Although the powerful attraction of the noble ideal was preserved, even strengthened, and the noble class showed a far greater adaptability than one would have supposed likely, and was in no way apathetic in the face of difficulties, historians should not be tempted to minimise these difficulties. Leaving aside eastern Europe, the seignorial system which traditionally underpinned the nobility undeniably experienced a considerable jolt in the fifteenth century, while feudal structures were very often no more than feeble and outdated relics. In spite of many regional variations and the mercurial economic climate, the fifteenth century could in no way pass for the golden age of landed revenues which, in fact, frequently fell catastrophically. Many nobles felt threatened by new elites who, because they used their legal, financial, administrative or even military expertise to greater effect, were often regarded as competitors. Even where representative assemblies still existed (as they did in the majority of states) those institutions which brought nobles together were perhaps less vigorous in 1500 than they had been a century earlier.

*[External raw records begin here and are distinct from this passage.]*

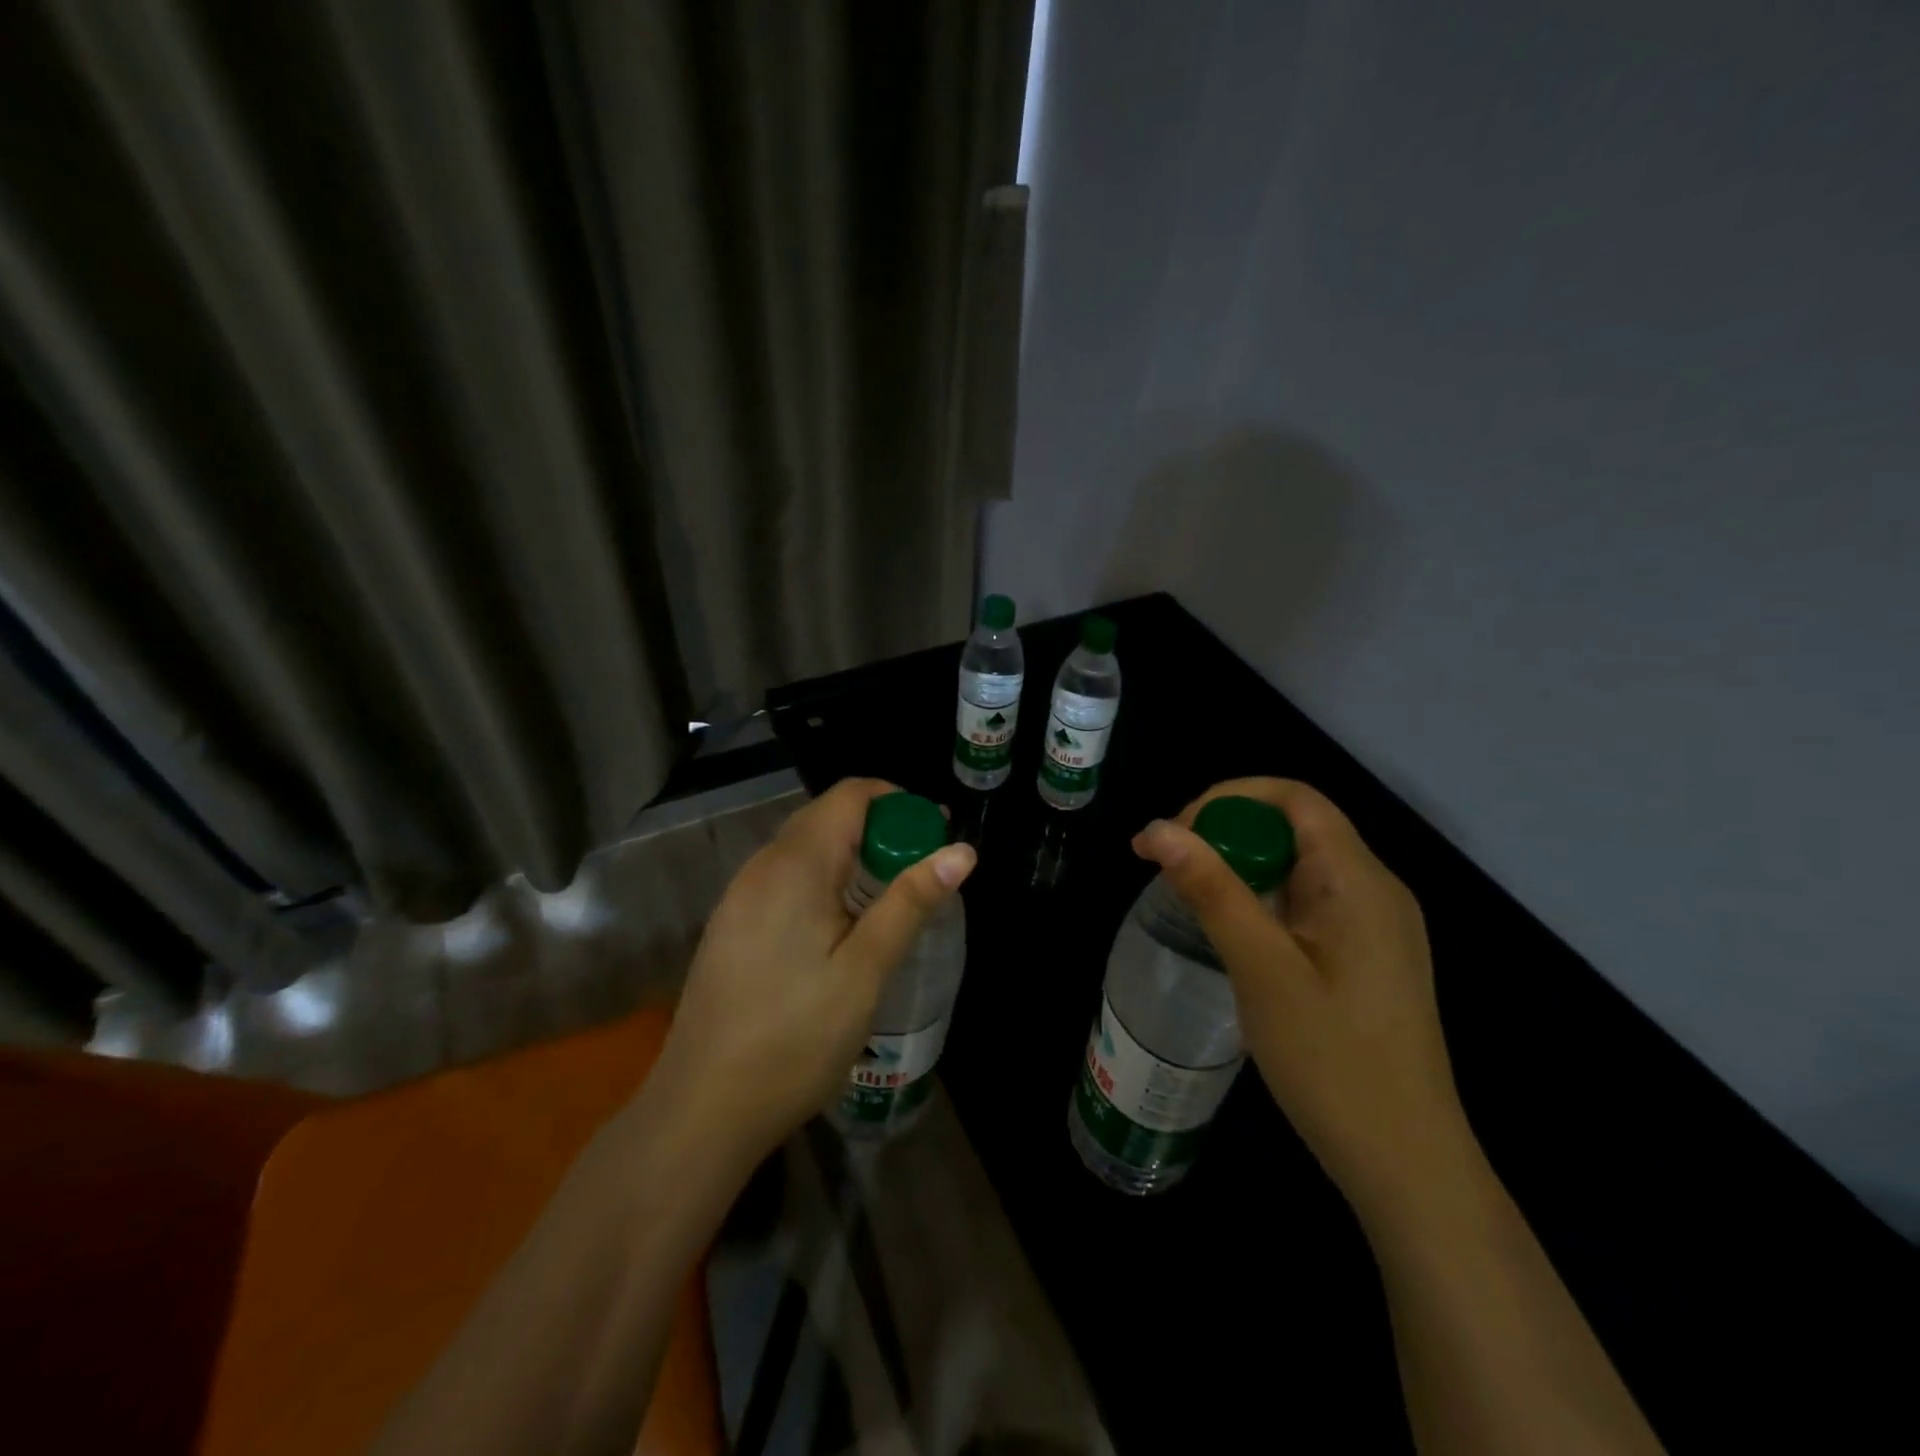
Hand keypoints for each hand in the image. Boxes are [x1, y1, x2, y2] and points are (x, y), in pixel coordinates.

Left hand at [650, 777, 976, 1165]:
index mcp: (794, 865)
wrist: (702, 1110)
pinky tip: (840, 927)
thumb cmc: (795, 1038)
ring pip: (805, 848)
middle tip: (922, 869)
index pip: (850, 795)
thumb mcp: (866, 970)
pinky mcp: (731, 925)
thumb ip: (911, 902)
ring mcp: (739, 897)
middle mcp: (761, 867)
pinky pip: (786, 878)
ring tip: (889, 899)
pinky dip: (824, 880)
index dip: (898, 802)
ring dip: (853, 856)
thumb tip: (963, 851)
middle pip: (827, 817)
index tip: (935, 834)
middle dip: (880, 829)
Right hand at [1133, 779, 1469, 1220]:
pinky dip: (1264, 899)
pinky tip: (1236, 935)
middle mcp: (1375, 889)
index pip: (1294, 798)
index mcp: (1359, 881)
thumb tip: (1155, 829)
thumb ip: (1211, 890)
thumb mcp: (1261, 969)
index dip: (1228, 798)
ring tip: (1192, 900)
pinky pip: (1309, 902)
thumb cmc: (1333, 1062)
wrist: (1408, 1165)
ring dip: (1242, 867)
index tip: (1175, 835)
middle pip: (1296, 826)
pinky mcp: (1368, 955)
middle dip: (1227, 832)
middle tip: (1171, 869)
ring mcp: (1376, 925)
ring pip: (1299, 865)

However, some nobles did manage to find new sources of revenue (in the service of the state, for example), and eventually the economic situation picked up in their favour. Nobles also acquired at university, or elsewhere, the knowledge or expertise which would in future be indispensable for governing or managing men. The upper echelons of the Church did not escape their invasion: of the thirty-six Hungarian bishops appointed during the century, sixteen were of baronial and ten of noble origin. At least in the fields of war and diplomacy, those twin pillars of the modern state, nobles maintained their dominant positions. In fifteenth-century Pisa, a few dozen families called noble provided the city with condottieri, castellans, podesta for the lands of the contado, as well as ambassadors and prelates. The Renaissance witnessed the flowering of courts and the exaltation of the courtier, an individual who naturally flourished in a noble environment, or rather in an aristocratic one. As for their rivals, historians have been stressing how fervently ‘outsiders’ longed, sooner or later, to become ‘insiders’, to enter the magic circle by whatever means possible. Wealthy merchants from Burgos, proud of their genealogies and coats of arms, enamoured of fine weapons and wholeheartedly dedicated to the leisures of the chase, were not the only members of European society to be inspired by the example of the nobility. In France, the gradual creation of what would become the ‘service nobility’ (noblesse de robe) in the sixteenth century might be perceived as a threat to the traditional military nobility (noblesse d’epee); but it was also recognition of the traditional concepts of nobility: antiquity, wealth, private virtue and readiness to serve society. In the north of the Italian peninsula and in Tuscany, the ruling class combined in fairly eclectic fashion both popolari and nobiles. Christine de Pisan was thus able to define the Venetian patriciate as made up of ‘ancient bourgeois families who claim that they are noble’, a description worth comparing to her definition of the bourgeois as ‘born of ancient families in cities; their names, surnames and arms are antique and they are the most important inhabitants in towns, with revenues; they inherit houses and estates, which are their sole source of income. In some places the oldest among them are called nobles when they have long enjoyed considerable status and reputation.’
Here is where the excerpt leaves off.